What I felt was eye-opening was that so often the more conservative Christian is usually painted as the “legalist.” But Wiersbe’s comments show that those who are less conservative and would never consider themselves as a legalist actually fall into that camp more than they realize.

How often does the cussing, drinking, slouchy, smoking, long-haired, inked, pierced, hand-waving, coarse, metal band loving, Obama loving, ‘R’ rated movie watching, ‘I-have-my-freedom-in-Christ’ Christian publicly or privately take pleasure at the failures of the straight-laced, anti-TV, hymn singing, jacket & tie wearing, beehive hairdo, teetotalling, no movie watching, Obama hating, muzak listening, squeky clean, white sock wearing, never said a dirty word Christian?

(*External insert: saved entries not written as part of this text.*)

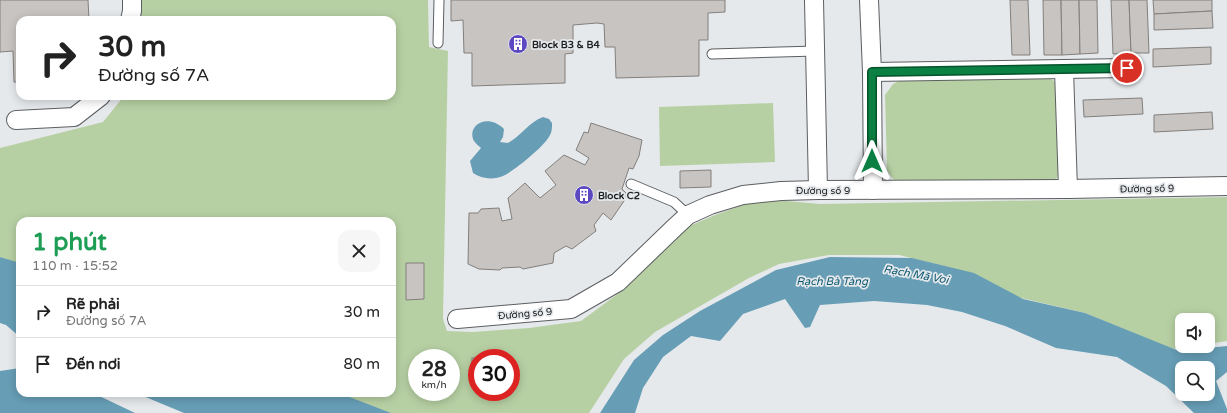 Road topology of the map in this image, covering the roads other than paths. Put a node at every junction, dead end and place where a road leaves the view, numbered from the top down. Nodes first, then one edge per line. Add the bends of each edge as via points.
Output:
1 (132, 0) edge
2 (439, 0) edge
3 (814, 0) edge
4 (869, 0) edge
5 (131, 16) edge
6 (438, 43) dead end
7 (816, 51) junction
8 (712, 54) dead end
9 (1127, 68) dead end
10 (1064, 70) junction
11 (872, 72) junction
12 (96, 100) edge
13 (16, 120) dead end
14 (631, 184) dead end
15 (1227, 186) edge
16 (1068, 189) junction
17 (818, 190) junction
18 (873, 190) junction
19 (688, 215) junction
20 (457, 319) dead end

1 - 5 street
2 - 6 lane
3 - 7 street
4 - 11 street
7 - 8 lane
7 - 17 street
9 - 10 street
10 - 11 street
10 - 16 street
11 - 18 street
12 - 13 street via 74,117
14 - 19 lane via 674,202
15 - 16 street, Đường số 9
16 - 18 street, Đường số 9
17 - 18 street, Đường số 9
17 - 19 street, Đường số 9 via 743,195
19 - 20 street, Đường số 9 via 618,282 571,309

Both camps or brands of Christians mentioned above are harder on the other brand of Christians than they are on themselves. Both camps seem more interested in gloating than restoration. Both take smug pleasure in the downfall of the other, thinking they “deserved it” and are quick to post about it!

The point is this — we are ALL more legalistic than we realize or would like to admit! Let’s move away from us/them attitudes and move toward the writing of Paul in Galatians 6:4 — “Make a careful exploration of who you are and the work you have been given, and then sink yourself into that. Don’t be impressed with yourself. Don’t compare yourself with others.”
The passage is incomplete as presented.